## Given data

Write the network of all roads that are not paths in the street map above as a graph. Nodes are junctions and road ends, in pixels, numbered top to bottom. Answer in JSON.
* * *
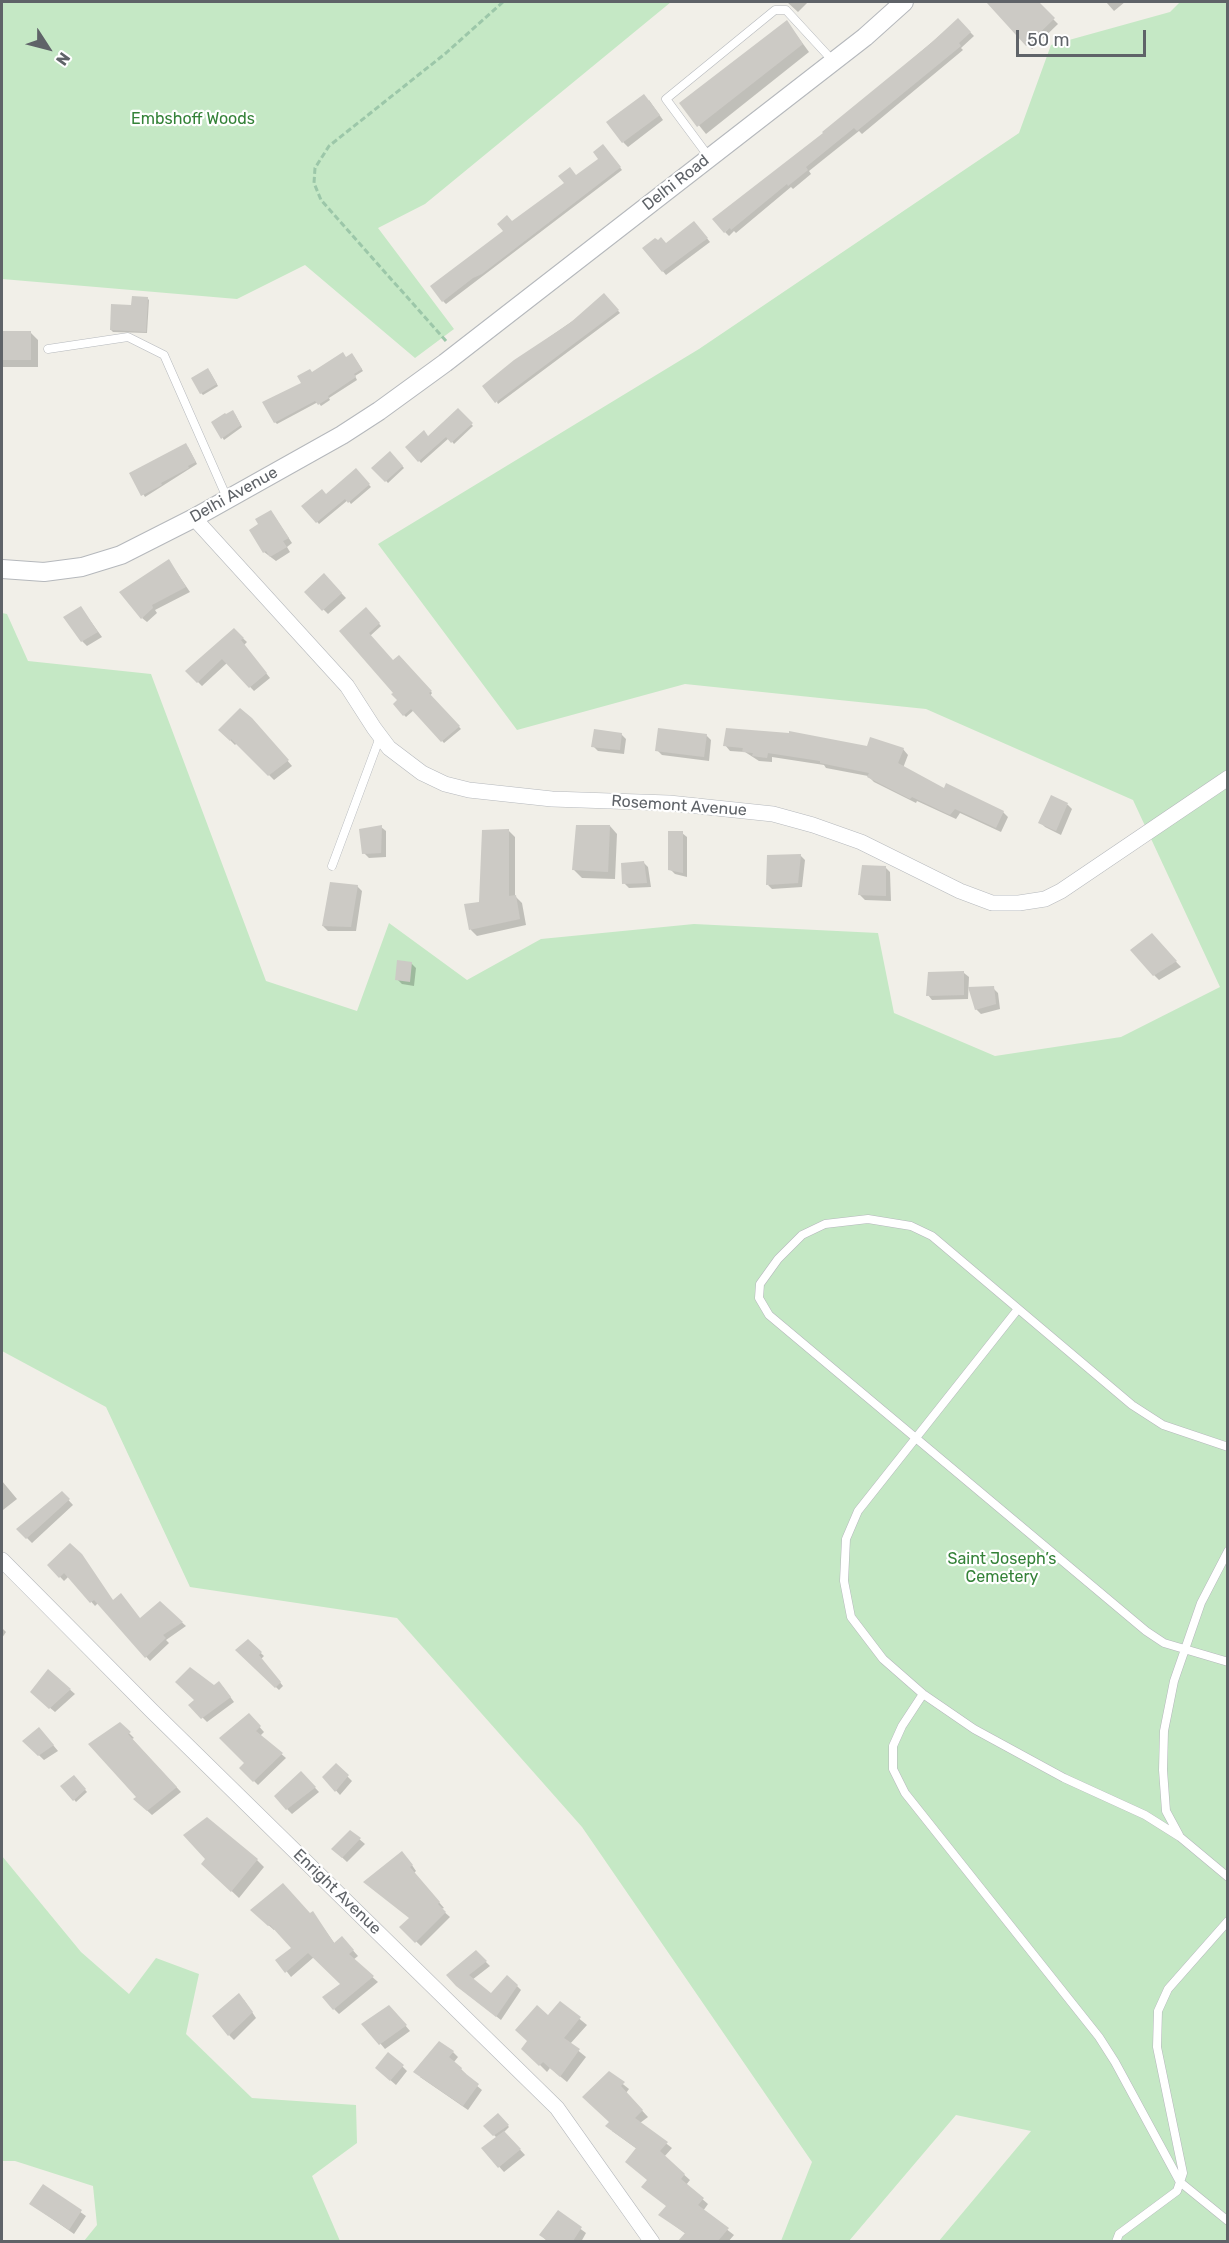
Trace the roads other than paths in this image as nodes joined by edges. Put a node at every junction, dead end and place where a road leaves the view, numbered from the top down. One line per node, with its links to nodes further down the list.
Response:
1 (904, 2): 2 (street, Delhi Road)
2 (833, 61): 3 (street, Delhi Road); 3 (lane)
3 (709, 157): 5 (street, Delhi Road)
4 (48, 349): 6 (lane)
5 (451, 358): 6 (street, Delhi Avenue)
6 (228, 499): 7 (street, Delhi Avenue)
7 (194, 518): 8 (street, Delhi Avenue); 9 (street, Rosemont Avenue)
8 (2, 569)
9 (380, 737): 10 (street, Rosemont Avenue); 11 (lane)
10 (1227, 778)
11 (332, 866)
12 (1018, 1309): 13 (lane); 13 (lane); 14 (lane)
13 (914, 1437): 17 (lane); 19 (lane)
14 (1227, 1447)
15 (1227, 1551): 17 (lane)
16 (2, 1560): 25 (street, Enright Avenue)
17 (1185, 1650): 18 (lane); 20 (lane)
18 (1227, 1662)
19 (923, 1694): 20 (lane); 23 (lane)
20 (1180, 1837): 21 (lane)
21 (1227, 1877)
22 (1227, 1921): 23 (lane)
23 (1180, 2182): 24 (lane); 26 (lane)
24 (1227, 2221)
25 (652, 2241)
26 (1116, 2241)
* * *
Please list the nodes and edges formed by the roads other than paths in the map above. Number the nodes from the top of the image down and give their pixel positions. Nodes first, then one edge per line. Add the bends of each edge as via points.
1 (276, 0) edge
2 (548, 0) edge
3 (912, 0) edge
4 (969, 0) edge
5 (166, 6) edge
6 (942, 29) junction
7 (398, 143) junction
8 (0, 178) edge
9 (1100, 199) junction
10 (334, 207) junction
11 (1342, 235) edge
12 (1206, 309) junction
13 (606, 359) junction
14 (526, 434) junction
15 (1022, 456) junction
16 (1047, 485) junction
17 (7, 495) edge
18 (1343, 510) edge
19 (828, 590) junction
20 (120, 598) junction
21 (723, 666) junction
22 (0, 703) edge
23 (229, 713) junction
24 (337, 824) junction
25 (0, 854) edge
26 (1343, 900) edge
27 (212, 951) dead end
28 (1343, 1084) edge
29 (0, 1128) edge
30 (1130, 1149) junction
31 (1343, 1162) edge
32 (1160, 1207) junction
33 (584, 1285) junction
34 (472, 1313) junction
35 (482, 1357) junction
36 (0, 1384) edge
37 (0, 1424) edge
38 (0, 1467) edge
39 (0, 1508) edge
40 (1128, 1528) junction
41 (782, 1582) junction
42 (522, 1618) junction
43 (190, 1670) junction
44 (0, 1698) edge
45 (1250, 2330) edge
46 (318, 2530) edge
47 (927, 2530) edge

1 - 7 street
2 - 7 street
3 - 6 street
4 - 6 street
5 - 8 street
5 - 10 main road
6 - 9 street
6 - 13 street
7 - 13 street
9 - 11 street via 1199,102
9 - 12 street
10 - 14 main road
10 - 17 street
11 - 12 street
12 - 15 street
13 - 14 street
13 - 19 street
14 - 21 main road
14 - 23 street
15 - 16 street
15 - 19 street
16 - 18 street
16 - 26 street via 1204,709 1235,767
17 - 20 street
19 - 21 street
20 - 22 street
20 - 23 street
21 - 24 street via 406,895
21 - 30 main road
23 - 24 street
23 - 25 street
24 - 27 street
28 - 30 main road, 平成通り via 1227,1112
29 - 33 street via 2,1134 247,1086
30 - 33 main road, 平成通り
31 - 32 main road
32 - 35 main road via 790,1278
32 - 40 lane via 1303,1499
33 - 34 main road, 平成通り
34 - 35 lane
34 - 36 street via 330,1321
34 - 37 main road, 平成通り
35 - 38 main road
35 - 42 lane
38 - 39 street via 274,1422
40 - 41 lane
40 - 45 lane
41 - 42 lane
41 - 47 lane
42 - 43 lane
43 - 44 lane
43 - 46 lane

## Work instructions
Please copy every line in the entries where "numbered" appears.

## Response to this exercise
Write the network of all roads that are not paths in the street map above as a graph. Nodes are junctions and road ends, in pixels, numbered top to bottom. Answer in JSON.
Trace the roads other than paths in this image as nodes joined by edges. Put a node at every junction, dead end and place where a road leaves the view, numbered from the top down. One line per node, with its links to nodes further down the list.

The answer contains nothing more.